Schattenregionen im Kontext
Ceres ist das dritte Objekte im Sonnensystem, bei dem dauerhaft im Schatten liegende Regionen gefunden wurden. Merkur und der Erdmond sind die anderen beiden Objekte und die Wissenschaftler glauben, dass diese ihr Eis durch das Einschlagen von Objekten erhielten. Allerdings haben Merkur und Mond keine so große Variabilität in ihrer Achsenneigung, weil sie den stabilisierenden Gravitationseinfluss von Sonne und Erde haben. Der Ursprung des Eises in Ceres` kalten Fallen ist geheimnisvoller – es kann von Ceres selbst stammen oder durch Einschläge von Asteroiden und Kometen geliefert werden. Unabhängig davon könnte die Anwesenheit von Eis in den kalten Fallen mit einer schwachen Wasseratmosphäre zusammenhängen, die von ESAs Weltraumteleskop Herschel in den Jahren 2012-13 entdeckt wurde. Wassermoleküle, die die Oberfläche verlassen, würden auf Ceres zurückfallen und sich in den kalten Fallen ansammeln.

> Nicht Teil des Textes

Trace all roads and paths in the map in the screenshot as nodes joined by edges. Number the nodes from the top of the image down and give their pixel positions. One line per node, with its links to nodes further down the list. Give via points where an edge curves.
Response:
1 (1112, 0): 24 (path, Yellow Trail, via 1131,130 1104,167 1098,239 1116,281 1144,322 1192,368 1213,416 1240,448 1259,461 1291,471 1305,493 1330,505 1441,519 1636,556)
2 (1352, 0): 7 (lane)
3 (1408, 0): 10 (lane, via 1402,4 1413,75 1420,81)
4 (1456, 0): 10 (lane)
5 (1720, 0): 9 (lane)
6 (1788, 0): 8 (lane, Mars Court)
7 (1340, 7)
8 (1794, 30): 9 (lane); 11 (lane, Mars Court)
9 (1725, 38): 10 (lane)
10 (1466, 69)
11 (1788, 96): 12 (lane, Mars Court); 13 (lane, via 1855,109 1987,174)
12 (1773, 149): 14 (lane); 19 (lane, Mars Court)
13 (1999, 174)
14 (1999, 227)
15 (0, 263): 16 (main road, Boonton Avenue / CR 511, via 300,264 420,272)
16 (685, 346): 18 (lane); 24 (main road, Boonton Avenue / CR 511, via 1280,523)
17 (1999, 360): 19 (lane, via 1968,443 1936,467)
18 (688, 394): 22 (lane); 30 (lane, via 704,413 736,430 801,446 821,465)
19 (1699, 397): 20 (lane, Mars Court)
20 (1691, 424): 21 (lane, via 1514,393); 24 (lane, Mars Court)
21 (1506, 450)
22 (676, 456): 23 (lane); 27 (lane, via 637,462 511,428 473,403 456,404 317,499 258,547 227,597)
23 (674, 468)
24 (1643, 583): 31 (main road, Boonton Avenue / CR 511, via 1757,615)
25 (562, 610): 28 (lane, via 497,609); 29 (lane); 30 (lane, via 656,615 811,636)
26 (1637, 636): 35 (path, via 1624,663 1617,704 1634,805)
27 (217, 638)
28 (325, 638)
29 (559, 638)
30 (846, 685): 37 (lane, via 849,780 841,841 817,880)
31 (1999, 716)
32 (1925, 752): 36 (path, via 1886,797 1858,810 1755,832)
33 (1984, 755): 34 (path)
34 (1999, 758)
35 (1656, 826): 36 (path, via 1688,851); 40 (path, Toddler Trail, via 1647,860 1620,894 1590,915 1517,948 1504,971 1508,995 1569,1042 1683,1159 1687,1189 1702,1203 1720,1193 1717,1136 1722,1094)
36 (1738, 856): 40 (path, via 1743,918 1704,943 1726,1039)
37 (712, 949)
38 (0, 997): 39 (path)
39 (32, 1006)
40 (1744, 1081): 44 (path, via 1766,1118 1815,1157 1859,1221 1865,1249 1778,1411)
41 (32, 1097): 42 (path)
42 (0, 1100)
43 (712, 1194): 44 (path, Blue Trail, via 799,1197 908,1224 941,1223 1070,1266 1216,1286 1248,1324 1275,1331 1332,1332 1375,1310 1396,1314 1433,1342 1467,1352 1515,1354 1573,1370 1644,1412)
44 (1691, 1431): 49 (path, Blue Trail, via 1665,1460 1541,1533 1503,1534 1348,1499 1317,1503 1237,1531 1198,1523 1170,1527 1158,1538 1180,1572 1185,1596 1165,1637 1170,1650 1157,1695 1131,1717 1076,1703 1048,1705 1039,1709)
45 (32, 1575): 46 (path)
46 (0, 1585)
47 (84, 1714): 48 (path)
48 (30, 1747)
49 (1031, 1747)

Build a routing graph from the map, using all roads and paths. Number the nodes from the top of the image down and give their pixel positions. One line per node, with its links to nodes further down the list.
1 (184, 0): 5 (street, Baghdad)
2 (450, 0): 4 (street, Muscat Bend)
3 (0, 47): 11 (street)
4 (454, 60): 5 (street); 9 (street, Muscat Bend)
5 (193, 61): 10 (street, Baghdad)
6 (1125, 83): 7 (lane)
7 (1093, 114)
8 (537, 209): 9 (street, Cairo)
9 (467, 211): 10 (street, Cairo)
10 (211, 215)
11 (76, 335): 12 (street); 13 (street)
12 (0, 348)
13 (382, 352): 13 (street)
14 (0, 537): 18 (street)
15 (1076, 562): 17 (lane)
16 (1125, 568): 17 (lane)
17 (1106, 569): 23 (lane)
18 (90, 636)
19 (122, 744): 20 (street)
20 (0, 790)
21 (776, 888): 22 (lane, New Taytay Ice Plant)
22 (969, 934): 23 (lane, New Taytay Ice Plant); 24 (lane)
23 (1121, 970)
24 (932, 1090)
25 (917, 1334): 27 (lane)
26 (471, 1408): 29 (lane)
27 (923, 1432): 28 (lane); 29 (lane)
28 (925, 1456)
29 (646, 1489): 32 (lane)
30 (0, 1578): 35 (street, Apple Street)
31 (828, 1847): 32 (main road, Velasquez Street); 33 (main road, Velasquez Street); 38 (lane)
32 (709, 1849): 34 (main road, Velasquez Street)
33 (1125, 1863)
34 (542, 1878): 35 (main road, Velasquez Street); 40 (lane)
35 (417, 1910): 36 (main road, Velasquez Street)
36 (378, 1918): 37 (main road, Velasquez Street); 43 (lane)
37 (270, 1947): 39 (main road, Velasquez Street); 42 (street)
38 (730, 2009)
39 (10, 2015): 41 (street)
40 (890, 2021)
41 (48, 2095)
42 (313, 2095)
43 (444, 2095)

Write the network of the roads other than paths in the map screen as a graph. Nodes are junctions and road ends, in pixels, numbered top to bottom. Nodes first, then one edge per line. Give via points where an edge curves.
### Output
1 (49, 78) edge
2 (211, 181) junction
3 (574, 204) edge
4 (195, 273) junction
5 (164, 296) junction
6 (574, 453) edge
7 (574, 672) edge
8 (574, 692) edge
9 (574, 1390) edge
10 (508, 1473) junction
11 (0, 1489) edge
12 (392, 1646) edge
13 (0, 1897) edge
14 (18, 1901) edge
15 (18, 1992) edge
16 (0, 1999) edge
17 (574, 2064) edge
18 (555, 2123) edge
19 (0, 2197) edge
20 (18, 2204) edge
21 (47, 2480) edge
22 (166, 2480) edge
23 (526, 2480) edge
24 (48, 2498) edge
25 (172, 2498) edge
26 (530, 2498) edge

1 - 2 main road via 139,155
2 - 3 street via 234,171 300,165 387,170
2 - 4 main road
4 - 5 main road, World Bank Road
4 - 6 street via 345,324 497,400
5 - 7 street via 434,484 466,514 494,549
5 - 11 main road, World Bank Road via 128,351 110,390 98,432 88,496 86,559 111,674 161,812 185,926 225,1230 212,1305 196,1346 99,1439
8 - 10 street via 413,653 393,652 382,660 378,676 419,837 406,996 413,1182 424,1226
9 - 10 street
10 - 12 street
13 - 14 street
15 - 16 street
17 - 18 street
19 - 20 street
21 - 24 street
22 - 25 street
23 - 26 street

„Die Idee, dass Eis auf Ceres über lange Zeiträume hinweg überleben könnte ist wichtig, da wir fortfahren, die geologische Geschichte des Zwergplaneten zu rekonstruieren, einschließlich der Abgabe von Wasserdampf“ sagte Carol Raymond, stellvertretende Projektleiterin der Mission Dawn und Co-Autorin der Studie beim JPL.